**Action item:** The listing below contains a span that opens with the line containing "Road topology of this picture, covering" and closes with the line containing "Write the network". Return that span exactly.

**Given records:**
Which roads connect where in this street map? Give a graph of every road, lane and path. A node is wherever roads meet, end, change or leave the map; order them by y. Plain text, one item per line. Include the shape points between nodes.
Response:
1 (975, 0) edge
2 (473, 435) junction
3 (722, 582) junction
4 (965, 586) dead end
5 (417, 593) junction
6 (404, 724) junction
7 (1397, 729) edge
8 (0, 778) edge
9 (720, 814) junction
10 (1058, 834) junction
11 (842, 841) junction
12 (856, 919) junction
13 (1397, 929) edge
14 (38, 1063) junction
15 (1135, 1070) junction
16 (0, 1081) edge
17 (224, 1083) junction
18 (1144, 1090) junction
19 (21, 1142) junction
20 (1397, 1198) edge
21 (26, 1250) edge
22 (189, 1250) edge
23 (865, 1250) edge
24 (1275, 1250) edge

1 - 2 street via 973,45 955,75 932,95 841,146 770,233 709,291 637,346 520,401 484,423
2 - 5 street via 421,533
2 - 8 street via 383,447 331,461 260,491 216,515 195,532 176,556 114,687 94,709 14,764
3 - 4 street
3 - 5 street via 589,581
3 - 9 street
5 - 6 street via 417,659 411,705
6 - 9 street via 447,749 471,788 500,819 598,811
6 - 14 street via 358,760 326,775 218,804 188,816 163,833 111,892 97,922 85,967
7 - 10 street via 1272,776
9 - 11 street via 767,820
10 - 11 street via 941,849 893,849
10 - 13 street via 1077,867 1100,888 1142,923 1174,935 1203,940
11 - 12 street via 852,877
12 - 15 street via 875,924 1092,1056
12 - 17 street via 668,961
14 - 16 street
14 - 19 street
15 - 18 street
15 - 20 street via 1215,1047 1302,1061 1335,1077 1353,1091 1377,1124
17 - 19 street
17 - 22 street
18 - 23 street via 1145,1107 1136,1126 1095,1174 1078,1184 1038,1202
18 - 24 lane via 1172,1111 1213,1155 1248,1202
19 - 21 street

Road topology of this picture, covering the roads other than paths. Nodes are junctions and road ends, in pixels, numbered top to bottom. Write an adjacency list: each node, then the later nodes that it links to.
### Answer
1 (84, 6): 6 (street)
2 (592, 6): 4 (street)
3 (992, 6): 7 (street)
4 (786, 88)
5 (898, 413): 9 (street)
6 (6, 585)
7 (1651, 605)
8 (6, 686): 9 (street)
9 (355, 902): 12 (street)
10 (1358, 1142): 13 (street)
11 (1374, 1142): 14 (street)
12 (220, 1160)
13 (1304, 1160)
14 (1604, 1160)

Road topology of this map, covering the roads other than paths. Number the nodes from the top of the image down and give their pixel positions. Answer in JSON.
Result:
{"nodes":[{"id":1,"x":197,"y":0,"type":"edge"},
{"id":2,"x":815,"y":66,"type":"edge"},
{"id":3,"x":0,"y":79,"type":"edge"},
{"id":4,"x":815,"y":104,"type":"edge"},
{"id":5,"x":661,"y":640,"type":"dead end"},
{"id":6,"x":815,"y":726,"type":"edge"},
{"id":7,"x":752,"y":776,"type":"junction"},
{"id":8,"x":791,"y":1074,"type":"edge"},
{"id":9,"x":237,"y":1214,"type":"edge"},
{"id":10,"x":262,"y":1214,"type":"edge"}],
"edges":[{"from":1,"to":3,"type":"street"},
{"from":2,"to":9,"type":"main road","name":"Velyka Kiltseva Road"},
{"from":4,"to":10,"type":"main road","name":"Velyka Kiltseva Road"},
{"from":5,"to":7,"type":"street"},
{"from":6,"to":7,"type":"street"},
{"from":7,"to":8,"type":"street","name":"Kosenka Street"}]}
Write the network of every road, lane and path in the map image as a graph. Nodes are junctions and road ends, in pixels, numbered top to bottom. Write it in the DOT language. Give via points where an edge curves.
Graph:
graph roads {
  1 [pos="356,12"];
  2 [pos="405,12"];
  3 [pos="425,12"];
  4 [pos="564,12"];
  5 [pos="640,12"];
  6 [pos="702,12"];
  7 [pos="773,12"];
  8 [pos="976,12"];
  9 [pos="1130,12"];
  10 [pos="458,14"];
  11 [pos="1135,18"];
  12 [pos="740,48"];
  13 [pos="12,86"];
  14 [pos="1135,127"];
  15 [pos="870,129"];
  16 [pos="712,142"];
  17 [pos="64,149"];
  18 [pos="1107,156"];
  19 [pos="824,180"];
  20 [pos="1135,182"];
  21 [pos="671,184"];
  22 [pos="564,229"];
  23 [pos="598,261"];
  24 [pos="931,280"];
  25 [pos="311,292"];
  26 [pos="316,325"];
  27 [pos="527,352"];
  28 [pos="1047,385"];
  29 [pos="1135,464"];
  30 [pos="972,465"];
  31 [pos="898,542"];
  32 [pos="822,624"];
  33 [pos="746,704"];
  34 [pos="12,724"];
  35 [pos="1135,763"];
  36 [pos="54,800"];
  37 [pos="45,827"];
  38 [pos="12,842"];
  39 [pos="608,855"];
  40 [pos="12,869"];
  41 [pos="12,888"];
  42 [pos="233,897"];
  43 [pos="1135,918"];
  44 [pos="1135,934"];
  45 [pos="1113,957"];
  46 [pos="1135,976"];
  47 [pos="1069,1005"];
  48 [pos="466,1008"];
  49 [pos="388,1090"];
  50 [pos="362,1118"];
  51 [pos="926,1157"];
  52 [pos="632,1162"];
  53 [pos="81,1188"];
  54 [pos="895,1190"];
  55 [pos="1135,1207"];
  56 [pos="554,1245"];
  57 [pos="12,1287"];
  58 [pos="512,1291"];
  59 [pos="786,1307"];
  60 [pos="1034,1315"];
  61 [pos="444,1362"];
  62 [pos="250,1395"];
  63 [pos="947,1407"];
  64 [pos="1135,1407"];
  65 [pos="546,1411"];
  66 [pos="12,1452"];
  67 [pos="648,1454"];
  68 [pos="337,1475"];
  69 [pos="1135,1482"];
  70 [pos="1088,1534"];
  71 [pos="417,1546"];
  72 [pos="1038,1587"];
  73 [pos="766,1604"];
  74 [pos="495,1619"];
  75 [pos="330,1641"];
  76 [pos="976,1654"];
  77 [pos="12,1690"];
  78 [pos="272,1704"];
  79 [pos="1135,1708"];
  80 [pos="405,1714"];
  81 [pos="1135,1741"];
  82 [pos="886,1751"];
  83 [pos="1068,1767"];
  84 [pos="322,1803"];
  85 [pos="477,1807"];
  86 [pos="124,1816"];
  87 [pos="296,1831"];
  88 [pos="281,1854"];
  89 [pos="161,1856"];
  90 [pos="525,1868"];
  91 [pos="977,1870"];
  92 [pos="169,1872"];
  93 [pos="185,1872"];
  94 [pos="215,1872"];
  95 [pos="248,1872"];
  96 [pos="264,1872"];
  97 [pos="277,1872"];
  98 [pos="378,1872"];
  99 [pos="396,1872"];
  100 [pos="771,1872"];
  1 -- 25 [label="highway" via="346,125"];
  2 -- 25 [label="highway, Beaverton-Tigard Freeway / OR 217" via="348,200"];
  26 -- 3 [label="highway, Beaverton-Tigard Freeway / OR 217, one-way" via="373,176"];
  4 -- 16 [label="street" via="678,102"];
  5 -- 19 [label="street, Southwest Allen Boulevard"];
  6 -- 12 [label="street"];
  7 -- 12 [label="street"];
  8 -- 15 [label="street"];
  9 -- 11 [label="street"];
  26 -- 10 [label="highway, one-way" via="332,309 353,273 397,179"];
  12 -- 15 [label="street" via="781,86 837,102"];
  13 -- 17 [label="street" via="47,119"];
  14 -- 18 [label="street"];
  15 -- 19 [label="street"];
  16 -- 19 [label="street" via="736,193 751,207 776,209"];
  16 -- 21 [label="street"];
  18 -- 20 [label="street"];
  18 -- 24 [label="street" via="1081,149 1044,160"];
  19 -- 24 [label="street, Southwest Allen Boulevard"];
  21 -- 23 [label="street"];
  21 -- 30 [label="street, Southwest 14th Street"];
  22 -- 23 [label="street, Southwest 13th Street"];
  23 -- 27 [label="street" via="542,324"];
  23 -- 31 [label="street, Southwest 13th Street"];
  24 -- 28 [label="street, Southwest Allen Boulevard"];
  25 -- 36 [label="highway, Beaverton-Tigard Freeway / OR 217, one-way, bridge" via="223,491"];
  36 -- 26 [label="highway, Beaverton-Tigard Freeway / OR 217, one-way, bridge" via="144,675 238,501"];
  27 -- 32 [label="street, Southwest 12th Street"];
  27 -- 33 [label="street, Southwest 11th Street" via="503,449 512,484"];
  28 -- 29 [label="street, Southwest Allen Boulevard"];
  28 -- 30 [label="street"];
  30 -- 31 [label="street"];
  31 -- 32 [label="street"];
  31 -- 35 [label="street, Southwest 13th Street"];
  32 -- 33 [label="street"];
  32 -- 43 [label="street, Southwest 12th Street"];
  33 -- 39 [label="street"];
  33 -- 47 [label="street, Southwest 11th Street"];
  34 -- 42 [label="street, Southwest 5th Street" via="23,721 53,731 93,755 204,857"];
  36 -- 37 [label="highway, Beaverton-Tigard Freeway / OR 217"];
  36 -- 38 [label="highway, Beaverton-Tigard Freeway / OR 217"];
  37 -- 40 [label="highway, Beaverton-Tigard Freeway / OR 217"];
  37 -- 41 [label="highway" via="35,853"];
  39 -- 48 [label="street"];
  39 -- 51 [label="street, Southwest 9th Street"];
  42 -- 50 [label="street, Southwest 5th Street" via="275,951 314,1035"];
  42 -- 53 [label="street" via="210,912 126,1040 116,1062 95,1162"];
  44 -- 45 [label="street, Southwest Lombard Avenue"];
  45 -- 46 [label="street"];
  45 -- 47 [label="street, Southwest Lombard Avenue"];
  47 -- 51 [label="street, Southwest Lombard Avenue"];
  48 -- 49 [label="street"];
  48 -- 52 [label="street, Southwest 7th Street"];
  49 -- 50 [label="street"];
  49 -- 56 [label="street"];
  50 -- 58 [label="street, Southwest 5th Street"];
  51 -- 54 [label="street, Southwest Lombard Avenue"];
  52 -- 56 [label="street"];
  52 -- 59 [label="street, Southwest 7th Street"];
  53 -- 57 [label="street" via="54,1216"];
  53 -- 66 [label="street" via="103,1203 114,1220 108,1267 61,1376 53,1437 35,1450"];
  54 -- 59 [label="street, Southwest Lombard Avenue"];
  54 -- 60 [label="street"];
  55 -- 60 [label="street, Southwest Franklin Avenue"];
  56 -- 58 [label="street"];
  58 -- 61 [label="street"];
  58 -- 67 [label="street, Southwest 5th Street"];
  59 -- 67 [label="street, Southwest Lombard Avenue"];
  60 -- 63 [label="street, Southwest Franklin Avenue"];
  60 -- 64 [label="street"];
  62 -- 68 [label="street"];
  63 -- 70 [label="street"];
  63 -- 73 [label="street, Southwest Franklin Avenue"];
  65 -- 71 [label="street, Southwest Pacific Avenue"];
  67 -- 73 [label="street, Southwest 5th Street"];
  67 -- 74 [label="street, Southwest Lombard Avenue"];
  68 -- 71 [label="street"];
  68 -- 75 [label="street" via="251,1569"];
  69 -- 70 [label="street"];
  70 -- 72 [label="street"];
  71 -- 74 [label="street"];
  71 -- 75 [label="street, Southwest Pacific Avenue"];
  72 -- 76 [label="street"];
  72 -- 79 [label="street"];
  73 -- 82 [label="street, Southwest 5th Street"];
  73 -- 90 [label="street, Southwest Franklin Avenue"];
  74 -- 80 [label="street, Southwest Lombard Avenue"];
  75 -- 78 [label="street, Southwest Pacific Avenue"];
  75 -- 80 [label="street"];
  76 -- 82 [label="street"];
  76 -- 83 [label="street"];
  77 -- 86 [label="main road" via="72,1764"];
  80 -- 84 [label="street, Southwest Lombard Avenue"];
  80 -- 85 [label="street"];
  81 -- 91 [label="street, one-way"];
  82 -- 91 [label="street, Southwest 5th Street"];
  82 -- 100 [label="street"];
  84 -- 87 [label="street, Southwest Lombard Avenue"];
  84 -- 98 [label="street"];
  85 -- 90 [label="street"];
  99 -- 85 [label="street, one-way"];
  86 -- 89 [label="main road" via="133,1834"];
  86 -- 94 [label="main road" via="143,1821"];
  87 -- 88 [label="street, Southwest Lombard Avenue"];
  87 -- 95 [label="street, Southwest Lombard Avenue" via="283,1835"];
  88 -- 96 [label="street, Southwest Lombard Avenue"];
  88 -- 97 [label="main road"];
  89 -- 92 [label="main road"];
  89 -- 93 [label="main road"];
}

**Your solution:**
Road topology of this picture, covering the roads other than paths. Nodes are junctions and road ends, in pixels, numbered top to bottom. Write an adjacency list: each node, then the later nodes that it links to.
### Answer
1 (84, 6): 6 (street)
2 (592, 6): 4 (street)
3 (992, 6): 7 (street)
4 (786, 88)
5 (898, 413): 9 (street)
6 (6, 585)
7 (1651, 605)
8 (6, 686): 9 (street)
9 (355, 902): 12 (street)
10 (1358, 1142): 13 (street)
11 (1374, 1142): 14 (street)
12 (220, 1160)
13 (1304, 1160)
14 (1604, 1160)

Road topology of this map, covering the roads other than paths. Number the nodes from the top of the image down and give their pixel positions. Answer in JSON.
Result:
{"nodes":[{"id":1,"x":197,"y":0,"type":"edge"},
{"id":2,"x":815,"y":66,"type":"edge"},
{"id":3,"x":0,"y":79,"type":"edge"},
{"id":4,"x":815,"y":104,"type":"edge"},
{"id":5,"x":661,"y":640,"type":"dead end"},
{"id":6,"x":815,"y":726,"type":"edge"},
{"id":7,"x":752,"y":776,"type":"junction"},
{"id":8,"x":791,"y":1074,"type":"edge"},
{"id":9,"x":237,"y":1214,"type":"edge"},
{"id":10,"x":262,"y":1214,"type":"edge"}],
"edges":[{"from":1,"to":3,"type":"street"},
{"from":2,"to":9,"type":"main road","name":"Velyka Kiltseva Road"},
{"from":4,"to":10,"type":"main road","name":"Velyka Kiltseva Road"},
{"from":5,"to":7,"type":"street"},
{"from":6,"to":7,"type":"street"},
{"from":7,"to":8,"type":"street","name":"Kosenka Street"}]}
Write the network of every road, lane and path in the map image as a graph. Nodes are junctions and road ends, in pixels, numbered top to bottom. Write it in the DOT language. Give via points where an edge curves.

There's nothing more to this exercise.